» **Task goal**:
In the records below, tally every line containing "Sentina". Report only the total.

--------------------

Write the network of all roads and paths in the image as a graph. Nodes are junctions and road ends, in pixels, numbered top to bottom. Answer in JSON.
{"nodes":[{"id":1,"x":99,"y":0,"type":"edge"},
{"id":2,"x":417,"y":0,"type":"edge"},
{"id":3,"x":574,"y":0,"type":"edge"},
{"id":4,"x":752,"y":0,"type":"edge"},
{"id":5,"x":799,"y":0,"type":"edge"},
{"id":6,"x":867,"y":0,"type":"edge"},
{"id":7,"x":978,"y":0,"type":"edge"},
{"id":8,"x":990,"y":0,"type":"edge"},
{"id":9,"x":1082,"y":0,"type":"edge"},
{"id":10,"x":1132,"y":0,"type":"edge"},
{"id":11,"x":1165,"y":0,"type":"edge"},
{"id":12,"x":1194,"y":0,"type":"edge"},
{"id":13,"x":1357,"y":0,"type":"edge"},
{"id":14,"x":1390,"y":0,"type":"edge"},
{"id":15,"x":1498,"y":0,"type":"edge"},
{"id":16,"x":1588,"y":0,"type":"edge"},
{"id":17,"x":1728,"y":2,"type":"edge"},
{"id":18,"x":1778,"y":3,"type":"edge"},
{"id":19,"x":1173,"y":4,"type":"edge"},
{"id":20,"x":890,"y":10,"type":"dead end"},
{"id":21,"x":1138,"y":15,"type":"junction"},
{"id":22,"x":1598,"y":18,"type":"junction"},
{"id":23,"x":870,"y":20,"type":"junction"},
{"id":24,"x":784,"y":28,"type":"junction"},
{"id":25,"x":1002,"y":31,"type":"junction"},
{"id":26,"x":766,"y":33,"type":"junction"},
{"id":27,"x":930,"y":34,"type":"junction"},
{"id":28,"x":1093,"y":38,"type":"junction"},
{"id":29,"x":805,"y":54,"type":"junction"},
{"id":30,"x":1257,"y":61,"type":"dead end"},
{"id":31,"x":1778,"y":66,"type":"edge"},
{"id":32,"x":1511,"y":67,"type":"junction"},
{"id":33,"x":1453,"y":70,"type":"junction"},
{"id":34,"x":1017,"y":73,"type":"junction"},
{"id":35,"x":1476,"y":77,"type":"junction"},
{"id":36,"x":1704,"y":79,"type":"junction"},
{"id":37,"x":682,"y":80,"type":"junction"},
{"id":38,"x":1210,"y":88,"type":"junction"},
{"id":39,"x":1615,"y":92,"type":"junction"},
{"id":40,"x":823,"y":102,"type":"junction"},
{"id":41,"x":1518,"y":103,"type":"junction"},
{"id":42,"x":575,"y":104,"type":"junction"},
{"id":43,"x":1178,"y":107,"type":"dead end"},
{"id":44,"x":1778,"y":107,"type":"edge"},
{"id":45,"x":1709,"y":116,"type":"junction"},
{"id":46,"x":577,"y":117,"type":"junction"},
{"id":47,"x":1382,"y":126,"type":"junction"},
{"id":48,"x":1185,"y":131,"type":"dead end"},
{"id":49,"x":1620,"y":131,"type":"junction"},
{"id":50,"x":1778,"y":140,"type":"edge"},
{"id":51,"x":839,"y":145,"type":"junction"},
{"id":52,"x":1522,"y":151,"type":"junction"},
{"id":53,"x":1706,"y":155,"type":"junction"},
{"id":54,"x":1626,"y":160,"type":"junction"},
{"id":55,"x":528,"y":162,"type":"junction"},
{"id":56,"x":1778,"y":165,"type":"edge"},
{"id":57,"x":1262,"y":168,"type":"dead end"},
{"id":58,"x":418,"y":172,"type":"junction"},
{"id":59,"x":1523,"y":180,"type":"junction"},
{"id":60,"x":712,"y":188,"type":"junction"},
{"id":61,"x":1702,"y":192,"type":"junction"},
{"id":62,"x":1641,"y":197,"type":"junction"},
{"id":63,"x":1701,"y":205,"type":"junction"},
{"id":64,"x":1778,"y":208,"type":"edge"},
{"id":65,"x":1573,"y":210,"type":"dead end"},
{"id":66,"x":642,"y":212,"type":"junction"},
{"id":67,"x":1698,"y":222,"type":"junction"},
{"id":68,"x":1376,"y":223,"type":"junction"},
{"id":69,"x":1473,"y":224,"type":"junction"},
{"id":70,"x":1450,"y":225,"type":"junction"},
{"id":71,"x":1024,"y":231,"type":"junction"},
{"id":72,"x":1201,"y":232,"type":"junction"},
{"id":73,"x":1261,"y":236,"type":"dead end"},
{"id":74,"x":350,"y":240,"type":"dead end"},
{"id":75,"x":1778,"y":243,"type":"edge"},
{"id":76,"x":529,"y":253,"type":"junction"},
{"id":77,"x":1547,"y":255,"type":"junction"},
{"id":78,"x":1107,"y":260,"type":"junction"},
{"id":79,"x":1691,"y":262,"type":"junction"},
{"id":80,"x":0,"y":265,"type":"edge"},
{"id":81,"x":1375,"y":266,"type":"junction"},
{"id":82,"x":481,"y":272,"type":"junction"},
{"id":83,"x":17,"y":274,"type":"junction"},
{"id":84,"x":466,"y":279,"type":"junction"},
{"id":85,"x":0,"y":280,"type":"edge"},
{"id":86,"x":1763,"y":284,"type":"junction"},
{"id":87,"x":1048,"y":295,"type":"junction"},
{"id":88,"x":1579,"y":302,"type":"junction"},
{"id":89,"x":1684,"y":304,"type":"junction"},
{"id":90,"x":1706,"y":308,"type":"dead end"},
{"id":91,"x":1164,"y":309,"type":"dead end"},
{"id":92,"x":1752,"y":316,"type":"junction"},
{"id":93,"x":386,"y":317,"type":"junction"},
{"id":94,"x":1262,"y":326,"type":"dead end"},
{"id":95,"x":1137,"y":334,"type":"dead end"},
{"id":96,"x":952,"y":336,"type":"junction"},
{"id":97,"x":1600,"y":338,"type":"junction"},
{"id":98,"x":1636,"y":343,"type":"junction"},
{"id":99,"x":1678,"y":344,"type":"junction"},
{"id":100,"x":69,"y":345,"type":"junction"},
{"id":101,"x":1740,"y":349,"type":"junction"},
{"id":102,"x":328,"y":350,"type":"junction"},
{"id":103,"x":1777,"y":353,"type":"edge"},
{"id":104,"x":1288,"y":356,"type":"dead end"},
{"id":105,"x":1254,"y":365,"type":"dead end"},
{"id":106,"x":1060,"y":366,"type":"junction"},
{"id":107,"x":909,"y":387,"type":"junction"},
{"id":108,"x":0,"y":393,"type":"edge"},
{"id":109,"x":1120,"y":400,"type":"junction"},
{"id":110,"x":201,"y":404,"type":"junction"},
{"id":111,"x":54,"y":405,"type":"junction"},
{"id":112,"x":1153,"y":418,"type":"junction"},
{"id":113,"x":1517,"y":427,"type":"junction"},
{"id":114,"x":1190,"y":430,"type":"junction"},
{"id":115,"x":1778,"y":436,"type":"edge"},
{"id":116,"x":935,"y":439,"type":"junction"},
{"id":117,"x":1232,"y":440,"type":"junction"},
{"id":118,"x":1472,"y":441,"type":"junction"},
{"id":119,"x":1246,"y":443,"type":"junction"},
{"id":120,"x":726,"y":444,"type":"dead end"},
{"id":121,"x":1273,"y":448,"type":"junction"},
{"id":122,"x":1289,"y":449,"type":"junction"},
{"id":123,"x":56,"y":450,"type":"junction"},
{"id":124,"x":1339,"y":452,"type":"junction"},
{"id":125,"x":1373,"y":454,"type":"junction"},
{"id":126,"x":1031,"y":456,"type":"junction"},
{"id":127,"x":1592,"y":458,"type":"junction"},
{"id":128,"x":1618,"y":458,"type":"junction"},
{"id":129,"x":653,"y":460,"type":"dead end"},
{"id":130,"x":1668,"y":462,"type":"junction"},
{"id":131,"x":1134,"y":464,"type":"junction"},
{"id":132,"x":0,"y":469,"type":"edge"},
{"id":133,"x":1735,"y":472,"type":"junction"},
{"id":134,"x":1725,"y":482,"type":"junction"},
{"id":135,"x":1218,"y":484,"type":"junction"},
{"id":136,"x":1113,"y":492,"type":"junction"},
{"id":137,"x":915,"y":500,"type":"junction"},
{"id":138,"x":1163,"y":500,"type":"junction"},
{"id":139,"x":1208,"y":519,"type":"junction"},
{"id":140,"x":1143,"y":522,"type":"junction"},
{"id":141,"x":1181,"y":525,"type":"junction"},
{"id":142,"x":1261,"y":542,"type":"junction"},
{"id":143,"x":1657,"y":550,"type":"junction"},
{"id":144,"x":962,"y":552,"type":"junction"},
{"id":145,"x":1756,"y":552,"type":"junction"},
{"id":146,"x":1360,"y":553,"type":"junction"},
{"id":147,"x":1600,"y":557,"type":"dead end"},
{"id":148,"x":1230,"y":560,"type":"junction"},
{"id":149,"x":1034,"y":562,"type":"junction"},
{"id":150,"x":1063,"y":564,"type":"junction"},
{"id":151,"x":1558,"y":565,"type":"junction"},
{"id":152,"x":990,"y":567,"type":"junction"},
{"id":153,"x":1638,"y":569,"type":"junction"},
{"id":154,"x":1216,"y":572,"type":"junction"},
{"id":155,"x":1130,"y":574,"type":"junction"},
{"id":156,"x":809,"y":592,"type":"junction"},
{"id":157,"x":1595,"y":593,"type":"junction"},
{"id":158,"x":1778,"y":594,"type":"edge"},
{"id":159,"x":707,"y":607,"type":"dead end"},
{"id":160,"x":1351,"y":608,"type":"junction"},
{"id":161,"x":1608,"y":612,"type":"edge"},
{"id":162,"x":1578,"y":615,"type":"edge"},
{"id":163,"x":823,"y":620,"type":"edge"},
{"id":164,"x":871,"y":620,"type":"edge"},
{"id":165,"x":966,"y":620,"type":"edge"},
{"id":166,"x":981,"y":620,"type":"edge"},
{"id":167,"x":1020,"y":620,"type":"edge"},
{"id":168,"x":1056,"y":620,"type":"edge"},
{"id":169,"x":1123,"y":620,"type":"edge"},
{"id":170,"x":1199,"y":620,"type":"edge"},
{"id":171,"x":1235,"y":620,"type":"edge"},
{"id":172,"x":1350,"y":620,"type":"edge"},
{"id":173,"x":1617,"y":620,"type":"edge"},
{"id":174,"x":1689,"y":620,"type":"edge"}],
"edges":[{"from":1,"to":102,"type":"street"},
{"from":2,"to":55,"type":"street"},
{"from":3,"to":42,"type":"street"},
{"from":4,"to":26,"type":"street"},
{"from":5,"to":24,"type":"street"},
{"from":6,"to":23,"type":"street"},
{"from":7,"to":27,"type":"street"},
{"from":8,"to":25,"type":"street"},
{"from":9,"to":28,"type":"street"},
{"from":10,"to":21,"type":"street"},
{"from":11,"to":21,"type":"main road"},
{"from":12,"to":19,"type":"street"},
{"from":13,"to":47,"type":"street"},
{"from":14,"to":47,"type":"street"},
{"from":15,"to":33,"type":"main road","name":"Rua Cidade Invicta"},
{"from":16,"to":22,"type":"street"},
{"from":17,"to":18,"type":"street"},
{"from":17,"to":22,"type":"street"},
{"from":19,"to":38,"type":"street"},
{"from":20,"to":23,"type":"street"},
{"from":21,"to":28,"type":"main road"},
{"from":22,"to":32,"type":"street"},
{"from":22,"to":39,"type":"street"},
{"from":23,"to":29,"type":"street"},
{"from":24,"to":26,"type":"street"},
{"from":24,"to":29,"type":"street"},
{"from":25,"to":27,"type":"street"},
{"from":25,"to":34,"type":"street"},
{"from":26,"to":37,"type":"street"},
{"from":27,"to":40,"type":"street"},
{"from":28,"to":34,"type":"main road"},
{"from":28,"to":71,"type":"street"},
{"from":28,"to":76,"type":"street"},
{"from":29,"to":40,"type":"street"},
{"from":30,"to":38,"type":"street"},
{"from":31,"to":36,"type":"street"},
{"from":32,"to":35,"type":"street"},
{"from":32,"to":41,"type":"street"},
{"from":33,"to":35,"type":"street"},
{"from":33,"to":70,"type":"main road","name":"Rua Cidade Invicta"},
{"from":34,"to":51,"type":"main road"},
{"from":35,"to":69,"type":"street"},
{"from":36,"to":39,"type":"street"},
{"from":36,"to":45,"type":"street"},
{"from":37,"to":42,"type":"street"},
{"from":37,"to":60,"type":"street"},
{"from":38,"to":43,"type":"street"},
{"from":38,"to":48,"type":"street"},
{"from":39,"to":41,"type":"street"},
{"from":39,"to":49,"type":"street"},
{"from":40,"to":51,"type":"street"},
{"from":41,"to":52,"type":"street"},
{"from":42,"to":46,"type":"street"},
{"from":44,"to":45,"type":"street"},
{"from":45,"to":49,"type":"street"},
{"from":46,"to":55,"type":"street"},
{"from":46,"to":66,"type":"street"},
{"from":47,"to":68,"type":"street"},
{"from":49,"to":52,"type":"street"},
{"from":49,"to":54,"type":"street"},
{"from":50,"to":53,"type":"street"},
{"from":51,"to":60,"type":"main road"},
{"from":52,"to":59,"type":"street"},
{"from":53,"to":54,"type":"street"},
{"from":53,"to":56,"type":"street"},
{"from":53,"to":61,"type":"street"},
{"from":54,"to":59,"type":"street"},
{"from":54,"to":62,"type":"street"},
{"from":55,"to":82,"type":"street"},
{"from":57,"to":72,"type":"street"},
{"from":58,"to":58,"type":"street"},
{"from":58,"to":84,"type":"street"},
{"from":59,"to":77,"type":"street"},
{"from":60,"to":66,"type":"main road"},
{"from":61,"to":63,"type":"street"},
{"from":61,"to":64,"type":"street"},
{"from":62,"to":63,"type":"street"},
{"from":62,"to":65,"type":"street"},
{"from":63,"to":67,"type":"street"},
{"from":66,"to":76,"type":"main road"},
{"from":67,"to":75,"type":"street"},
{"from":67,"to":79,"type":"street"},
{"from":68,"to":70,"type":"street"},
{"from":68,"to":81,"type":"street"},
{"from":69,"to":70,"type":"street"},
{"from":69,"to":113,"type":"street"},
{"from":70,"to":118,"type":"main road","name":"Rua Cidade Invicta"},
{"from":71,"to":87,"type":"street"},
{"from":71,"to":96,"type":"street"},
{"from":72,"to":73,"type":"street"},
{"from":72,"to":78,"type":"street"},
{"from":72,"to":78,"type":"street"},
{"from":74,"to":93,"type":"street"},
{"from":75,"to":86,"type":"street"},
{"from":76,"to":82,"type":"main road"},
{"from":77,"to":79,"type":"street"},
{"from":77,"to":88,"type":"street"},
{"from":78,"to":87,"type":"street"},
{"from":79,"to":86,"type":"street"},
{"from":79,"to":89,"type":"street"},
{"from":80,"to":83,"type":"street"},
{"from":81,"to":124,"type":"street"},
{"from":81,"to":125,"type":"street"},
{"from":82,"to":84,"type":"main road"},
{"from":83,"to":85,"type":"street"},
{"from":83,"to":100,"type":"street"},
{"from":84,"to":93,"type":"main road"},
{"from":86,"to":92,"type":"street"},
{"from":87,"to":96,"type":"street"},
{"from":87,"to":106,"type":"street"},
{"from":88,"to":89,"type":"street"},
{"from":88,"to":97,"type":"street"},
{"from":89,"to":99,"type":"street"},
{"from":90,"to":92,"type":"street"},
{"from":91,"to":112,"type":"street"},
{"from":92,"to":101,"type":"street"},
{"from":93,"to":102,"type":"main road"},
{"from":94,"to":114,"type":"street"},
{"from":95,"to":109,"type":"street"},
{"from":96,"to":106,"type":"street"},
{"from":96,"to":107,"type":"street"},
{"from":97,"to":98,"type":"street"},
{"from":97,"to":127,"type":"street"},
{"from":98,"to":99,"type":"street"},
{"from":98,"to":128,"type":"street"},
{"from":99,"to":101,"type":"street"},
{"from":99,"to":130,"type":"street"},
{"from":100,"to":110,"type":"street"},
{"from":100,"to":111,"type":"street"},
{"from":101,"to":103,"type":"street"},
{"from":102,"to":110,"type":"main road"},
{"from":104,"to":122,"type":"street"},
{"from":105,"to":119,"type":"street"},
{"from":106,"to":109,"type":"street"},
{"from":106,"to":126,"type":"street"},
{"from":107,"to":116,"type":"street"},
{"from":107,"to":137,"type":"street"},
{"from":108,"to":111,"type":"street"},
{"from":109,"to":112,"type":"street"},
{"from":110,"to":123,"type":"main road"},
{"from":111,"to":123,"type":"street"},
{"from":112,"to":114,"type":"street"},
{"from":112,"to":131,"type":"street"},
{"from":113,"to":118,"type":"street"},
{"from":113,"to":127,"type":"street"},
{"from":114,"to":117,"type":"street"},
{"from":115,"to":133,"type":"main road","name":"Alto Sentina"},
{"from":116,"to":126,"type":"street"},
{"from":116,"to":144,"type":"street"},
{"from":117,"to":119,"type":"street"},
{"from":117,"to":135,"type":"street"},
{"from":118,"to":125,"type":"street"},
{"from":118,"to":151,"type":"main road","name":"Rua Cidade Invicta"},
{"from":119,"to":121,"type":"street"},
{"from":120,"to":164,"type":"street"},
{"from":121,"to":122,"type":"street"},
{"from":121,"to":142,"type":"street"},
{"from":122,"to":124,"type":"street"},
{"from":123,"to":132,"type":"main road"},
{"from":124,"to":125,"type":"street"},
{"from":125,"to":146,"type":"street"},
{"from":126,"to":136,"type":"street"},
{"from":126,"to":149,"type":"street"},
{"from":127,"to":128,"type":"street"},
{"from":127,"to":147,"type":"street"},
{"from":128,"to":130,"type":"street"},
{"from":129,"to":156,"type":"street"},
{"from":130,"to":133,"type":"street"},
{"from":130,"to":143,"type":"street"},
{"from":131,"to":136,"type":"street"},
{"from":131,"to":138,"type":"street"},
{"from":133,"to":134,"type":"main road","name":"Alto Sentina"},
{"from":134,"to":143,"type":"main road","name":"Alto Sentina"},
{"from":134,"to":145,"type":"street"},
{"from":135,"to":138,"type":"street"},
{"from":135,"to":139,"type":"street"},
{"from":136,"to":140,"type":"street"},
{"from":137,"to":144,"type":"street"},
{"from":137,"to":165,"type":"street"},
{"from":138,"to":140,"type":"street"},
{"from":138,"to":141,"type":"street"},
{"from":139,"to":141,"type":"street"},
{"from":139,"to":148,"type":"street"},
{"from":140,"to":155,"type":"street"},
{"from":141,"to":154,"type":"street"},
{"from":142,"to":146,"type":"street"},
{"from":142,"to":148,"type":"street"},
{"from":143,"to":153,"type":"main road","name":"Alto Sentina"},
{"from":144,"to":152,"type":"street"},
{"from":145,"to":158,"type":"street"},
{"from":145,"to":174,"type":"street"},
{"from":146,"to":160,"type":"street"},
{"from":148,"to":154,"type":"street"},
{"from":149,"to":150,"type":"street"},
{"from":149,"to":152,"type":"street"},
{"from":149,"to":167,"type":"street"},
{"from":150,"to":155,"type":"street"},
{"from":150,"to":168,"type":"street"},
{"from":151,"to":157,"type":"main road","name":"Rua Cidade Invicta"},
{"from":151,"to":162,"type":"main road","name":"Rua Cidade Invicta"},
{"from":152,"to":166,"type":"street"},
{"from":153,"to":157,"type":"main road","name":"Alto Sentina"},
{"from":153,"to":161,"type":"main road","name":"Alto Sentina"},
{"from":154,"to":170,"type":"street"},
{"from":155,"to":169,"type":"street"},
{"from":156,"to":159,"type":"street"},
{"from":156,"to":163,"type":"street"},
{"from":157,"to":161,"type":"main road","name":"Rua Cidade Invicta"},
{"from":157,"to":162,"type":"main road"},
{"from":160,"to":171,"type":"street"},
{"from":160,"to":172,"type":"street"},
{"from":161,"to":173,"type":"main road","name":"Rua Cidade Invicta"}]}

--------------------

» **Result of the exercise**:
6